EMAIL THIS PAGE TO A FRIEND

Journal of biomedical materials research. Part A

Enhanced osteogenic differentiation of mesenchymal stem cells on poly(L-lactide) nanofibrous scaffolds containing carbon nanomaterials.


PMID 25046153

Abstract

Carbon nanomaterials (CNMs), such as carbon nanotube (CNT) and graphene, are highlighted in bone regeneration because of their osteoinductive properties. Their combinations with nanofibrous polymeric scaffolds, which mimic the morphology of natural extracellular matrix of bone, arouse keen interest in bone tissue engineering. To this end, CNM were incorporated into nanofibrous poly(L-lactic acid) scaffolds by thermal-induced phase separation. The CNM-containing composite nanofibrous scaffolds were biologically evaluated by both in vitro co-culture of bone mesenchymal stem cells (BMSCs) and in vivo implantation.

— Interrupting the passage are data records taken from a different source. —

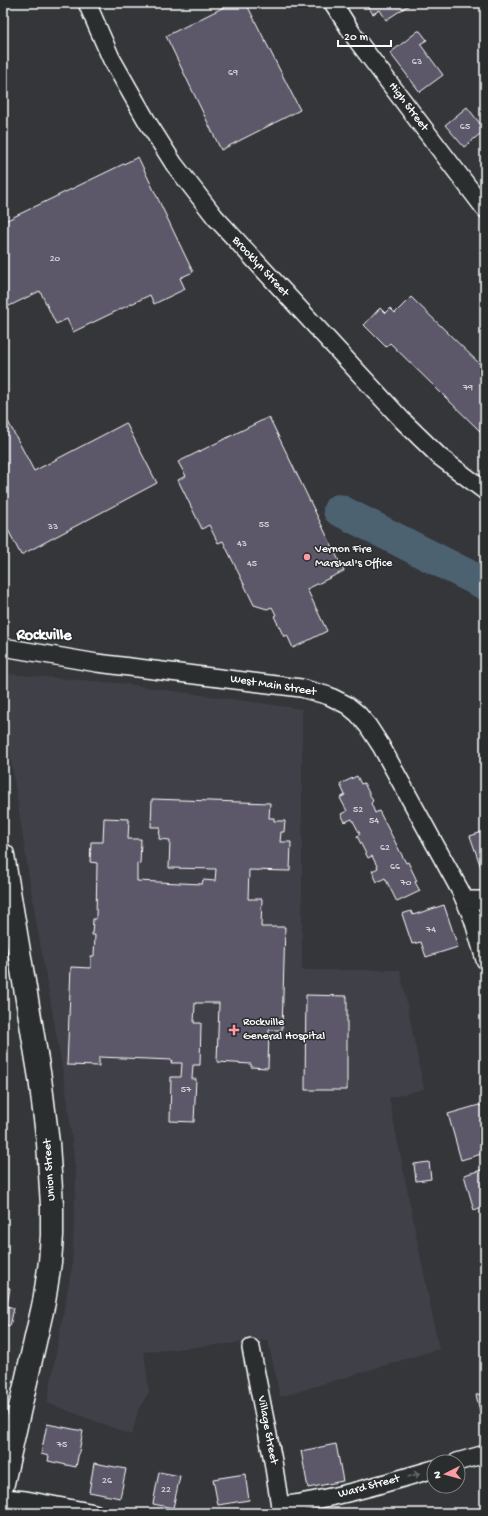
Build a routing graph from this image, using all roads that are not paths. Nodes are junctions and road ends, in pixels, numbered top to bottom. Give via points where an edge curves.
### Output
1 (87, 3) edge
2 (333, 3) edge
3 (485, 209) edge
4 (485, 491) edge
5 (3, 647) edge
6 (3, 855) edge
7 (465, 900) junction
8 (485, 900) edge
9 (485, 960) edge
10 (251, 1348) dead end
11 (485, 1454) edge
12 (466, 1459) edge
13 (426, 1471) edge
14 (3, 1483) edge
15 (3, 1498) edge
16 (281, 1510) edge
17 (95, 1513) edge

1 - 4 street, Brooklyn Street via 111,58 148,123 178,170 214,217 403,421 440,457
2 - 3 street, High Street via 356,39
5 - 7 street, West Main Street via 97,663 301,688 343,703 361,717 380,746
6 - 14 main road, Union Street via 40,1078 52,1206 50,1262 44,1302
7 - 8 street
7 - 9 street, West Main Street
10 - 16 street, Village Street
11 - 12 street
16 -> 13 street, Ward Street
15 - 17 street

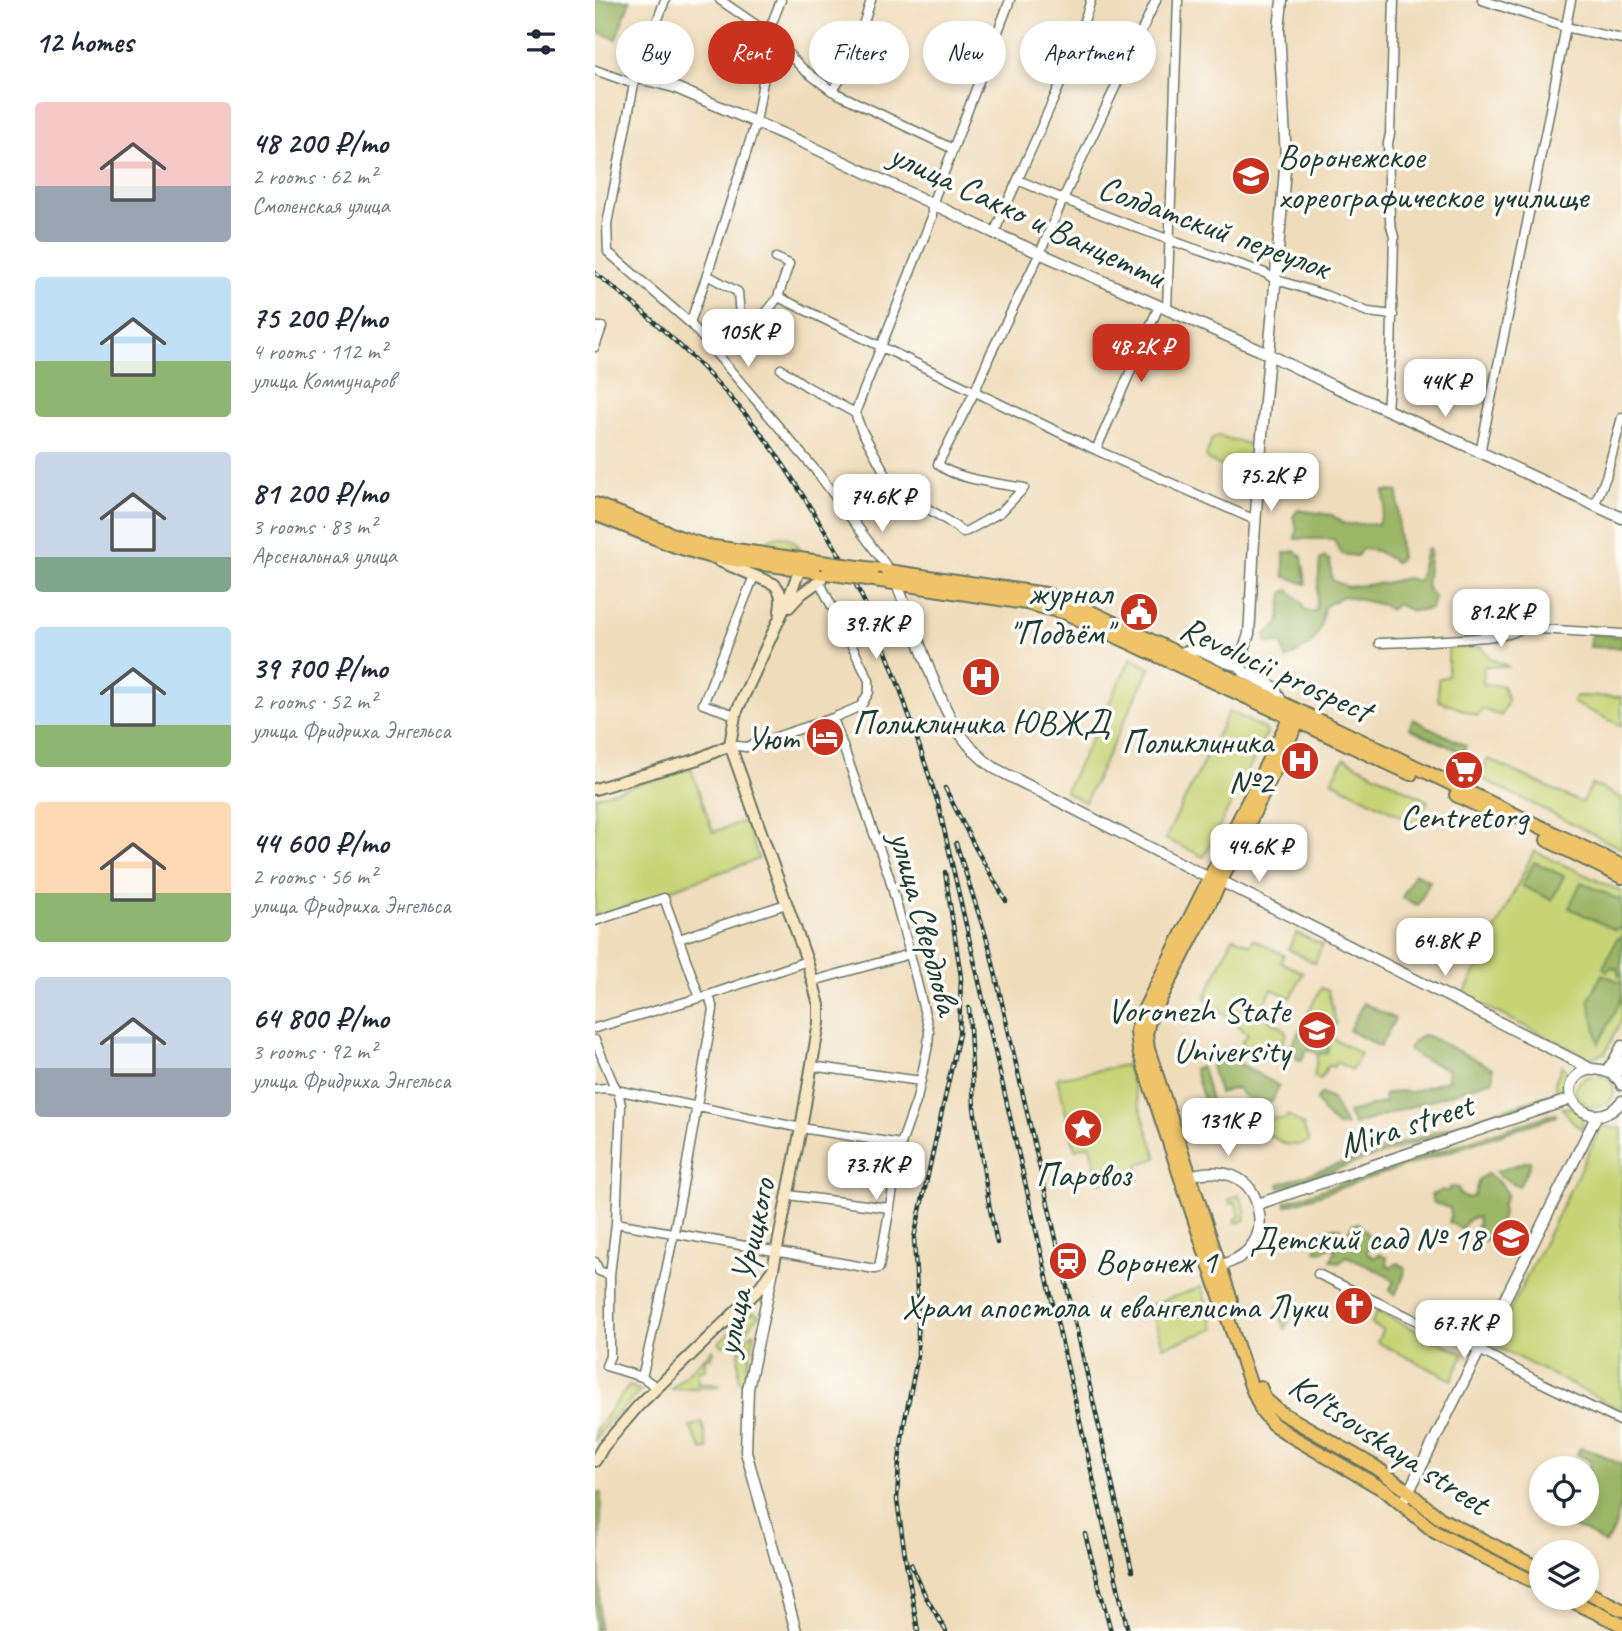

The nanofibrous structure itself demonstrated significant enhancement in cell adhesion, proliferation and oseogenic differentiation of BMSCs, and with the incorporation of CNM, the composite nanofibrous scaffolds further promoted osteogenic differentiation of BMSCs significantly. Between the two CNMs, graphene showed stronger effect in promoting osteogenic differentiation of BMSCs than CNT. The results of in vivo experiments revealed that the composite nanofibrous scaffolds had both good biocompatibility and strong ability in inducing osteogenesis. CNMs could remarkably enhance the expression of osteogenesis-related proteins as well as the formation of type I collagen. Similarly, the graphene-containing composite nanofibrous scaffolds demonstrated the strongest effect on inducing osteogenesis in vivo. These findings demonstrated that CNM-containing composite nanofibrous scaffolds were obviously more efficient in promoting osteogenesis than pure polymeric scaffolds.